How many lines in the records below contain the word "ZONGO"? State that number and nothing more.
■ ■ ■ ■ ■
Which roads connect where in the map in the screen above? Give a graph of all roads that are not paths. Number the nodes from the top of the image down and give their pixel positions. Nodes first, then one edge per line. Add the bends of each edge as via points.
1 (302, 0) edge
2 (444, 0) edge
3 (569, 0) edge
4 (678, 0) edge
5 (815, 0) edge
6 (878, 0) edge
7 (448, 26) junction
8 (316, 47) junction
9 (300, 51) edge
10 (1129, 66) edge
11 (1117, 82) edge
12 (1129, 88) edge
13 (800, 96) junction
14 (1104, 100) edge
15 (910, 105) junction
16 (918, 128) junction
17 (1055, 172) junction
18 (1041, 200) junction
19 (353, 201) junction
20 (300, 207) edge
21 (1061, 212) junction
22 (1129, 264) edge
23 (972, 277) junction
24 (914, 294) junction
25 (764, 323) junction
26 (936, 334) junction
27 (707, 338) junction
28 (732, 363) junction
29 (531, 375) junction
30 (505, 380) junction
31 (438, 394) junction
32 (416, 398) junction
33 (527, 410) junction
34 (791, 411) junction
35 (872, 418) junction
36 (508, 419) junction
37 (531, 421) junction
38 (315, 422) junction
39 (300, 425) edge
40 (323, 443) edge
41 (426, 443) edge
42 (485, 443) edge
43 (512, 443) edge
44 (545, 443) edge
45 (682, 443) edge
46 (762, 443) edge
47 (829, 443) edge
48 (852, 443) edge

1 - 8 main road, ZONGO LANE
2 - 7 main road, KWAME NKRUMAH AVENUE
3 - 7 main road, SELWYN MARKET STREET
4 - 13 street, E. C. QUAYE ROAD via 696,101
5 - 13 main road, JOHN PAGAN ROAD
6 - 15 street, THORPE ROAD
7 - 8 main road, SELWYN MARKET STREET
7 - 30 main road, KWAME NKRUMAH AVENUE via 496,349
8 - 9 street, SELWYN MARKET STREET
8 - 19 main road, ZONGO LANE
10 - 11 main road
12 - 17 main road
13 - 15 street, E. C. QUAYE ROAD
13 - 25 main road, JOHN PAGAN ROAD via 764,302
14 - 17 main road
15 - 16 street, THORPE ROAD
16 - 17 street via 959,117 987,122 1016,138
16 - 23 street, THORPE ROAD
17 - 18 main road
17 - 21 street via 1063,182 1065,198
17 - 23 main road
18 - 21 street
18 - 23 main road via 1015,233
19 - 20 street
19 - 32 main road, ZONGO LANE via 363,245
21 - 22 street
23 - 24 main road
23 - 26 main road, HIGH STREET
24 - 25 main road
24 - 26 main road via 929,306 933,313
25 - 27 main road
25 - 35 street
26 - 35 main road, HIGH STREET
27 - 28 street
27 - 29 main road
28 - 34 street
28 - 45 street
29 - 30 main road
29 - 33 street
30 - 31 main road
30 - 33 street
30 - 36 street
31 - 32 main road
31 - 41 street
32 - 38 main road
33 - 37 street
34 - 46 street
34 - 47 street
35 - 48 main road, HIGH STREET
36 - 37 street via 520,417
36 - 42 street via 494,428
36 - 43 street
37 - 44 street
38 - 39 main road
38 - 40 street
■ ■ ■ ■ ■
Task answer:
3